--- WHAT YOU HAVE TO DO ---
The lines below, all of them, should be returned exactly as they appear.

--- EXCERPTED RECORDS ---
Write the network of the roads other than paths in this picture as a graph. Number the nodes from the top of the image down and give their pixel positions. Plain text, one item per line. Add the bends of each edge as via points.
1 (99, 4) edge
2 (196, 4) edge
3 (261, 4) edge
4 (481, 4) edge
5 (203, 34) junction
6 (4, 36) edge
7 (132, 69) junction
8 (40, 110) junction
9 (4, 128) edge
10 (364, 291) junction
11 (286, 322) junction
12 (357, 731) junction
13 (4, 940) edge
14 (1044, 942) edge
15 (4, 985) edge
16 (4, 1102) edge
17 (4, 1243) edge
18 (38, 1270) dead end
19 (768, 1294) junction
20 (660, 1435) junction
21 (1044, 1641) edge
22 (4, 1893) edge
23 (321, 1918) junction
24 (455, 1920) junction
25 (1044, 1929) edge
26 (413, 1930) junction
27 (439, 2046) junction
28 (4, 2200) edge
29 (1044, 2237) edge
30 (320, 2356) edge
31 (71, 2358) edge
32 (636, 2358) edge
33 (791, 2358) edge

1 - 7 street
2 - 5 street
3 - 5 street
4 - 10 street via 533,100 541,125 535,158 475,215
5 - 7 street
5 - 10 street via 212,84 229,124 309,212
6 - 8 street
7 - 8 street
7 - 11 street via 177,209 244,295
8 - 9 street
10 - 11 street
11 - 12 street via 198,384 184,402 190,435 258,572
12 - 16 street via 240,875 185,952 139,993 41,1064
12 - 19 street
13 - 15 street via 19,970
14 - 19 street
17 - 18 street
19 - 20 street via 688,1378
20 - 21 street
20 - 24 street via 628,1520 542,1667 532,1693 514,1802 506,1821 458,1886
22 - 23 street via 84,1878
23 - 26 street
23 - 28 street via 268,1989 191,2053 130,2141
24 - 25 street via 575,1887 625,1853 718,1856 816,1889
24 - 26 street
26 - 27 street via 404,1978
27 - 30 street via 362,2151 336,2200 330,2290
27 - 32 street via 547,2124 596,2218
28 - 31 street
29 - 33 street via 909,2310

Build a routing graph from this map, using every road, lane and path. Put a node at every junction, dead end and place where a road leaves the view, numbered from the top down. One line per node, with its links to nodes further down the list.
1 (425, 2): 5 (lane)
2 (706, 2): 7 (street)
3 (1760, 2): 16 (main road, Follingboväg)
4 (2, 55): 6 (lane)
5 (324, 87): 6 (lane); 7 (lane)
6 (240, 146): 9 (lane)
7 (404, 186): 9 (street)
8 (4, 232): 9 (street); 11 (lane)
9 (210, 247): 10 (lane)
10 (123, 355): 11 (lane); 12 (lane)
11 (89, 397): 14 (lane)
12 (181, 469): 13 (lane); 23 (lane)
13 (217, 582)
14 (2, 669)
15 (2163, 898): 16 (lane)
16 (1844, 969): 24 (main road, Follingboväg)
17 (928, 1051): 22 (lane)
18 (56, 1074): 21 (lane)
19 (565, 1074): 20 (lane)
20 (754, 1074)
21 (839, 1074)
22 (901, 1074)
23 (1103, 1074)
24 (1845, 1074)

--- SOLVED PROBLEM ---
Write the network of the roads other than paths in this picture as a graph. Number the nodes from the top of the image down and give their pixel positions. Plain text, one item per line. Add the bends of each edge as via points.
1 (99, 4) edge
2 (196, 4) edge
3 (261, 4) edge
4 (481, 4) edge
5 (203, 34) junction
6 (4, 36) edge
7 (132, 69) junction
8 (40, 110) junction
9 (4, 128) edge
10 (364, 291) junction
11 (286, 322) junction
12 (357, 731) junction
13 (4, 940) edge
14 (1044, 942) edge
15 (4, 985) edge
16 (4, 1102) edge
17 (4, 1243) edge
18 (38, 1270) dead end
19 (768, 1294) junction
20 (660, 1435) junction
21 (1044, 1641) edge
22 (4, 1893) edge
23 (321, 1918) junction
24 (455, 1920) junction
25 (1044, 1929) edge
26 (413, 1930) junction
27 (439, 2046) junction
28 (4, 2200) edge
29 (1044, 2237) edge
30 (320, 2356) edge
31 (71, 2358) edge
32 (636, 2358) edge
33 (791, 2358) edge

1 - 7 street
2 - 5 street
3 - 5 street
4 - 10 street via 533,100 541,125 535,158 475,215
5 - 7 street
5 - 10 street via 212,84 229,124 309,212
6 - 8 street
7 - 8 street
7 - 11 street via 177,209 244,295
8 - 9 street
10 - 11 street
11 - 12 street via 198,384 184,402 190,435 258,572
12 - 16 street via 240,875 185,952 139,993 41,1064
12 - 19 street
13 - 15 street via 19,970
14 - 19 street
17 - 18 street
19 - 20 street via 688,1378
20 - 21 street
20 - 24 street via 628,1520 542,1667 532,1693 514,1802 506,1821 458,1886
22 - 23 street via 84,1878
23 - 26 street
23 - 28 street via 268,1989 191,2053 130,2141
24 - 25 street via 575,1887 625,1853 718,1856 816,1889
24 - 26 street
26 - 27 street via 404,1978
27 - 30 street via 362,2151 336,2200 330,2290
27 - 32 street via 547,2124 596,2218
28 - 31 street
29 - 33 street via 909,2310

Build a routing graph from this map, using every road, lane and path. Put a node at every junction, dead end and place where a road leaves the view, numbered from the top down. One line per node, with its links to nodes further down the list.
1 (425, 2): 5 (lane)
2 (706, 2): 7 (street)
3 (1760, 2): 16 (main road, Follingboväg)
4 (2, 55): 6 (lane)
5 (324, 87): 6 (lane); 7 (lane)
6 (240, 146): 9 (lane)
7 (404, 186): 9 (street)
8 (4, 232): 9 (street); 11 (lane)
9 (210, 247): 10 (lane)
10 (123, 355): 11 (lane); 12 (lane)
11 (89, 397): 14 (lane)
12 (181, 469): 13 (lane); 23 (lane)
13 (217, 582)
14 (2, 669)
15 (2163, 898): 16 (lane)
16 (1844, 969): 24 (main road, Follingboväg)
17 (928, 1051): 22 (lane)
18 (56, 1074): 21 (lane)
19 (565, 1074): 20 (lane)
20 (754, 1074)
21 (839, 1074)
22 (901, 1074)
23 (1103, 1074)
24 (1845, 1074)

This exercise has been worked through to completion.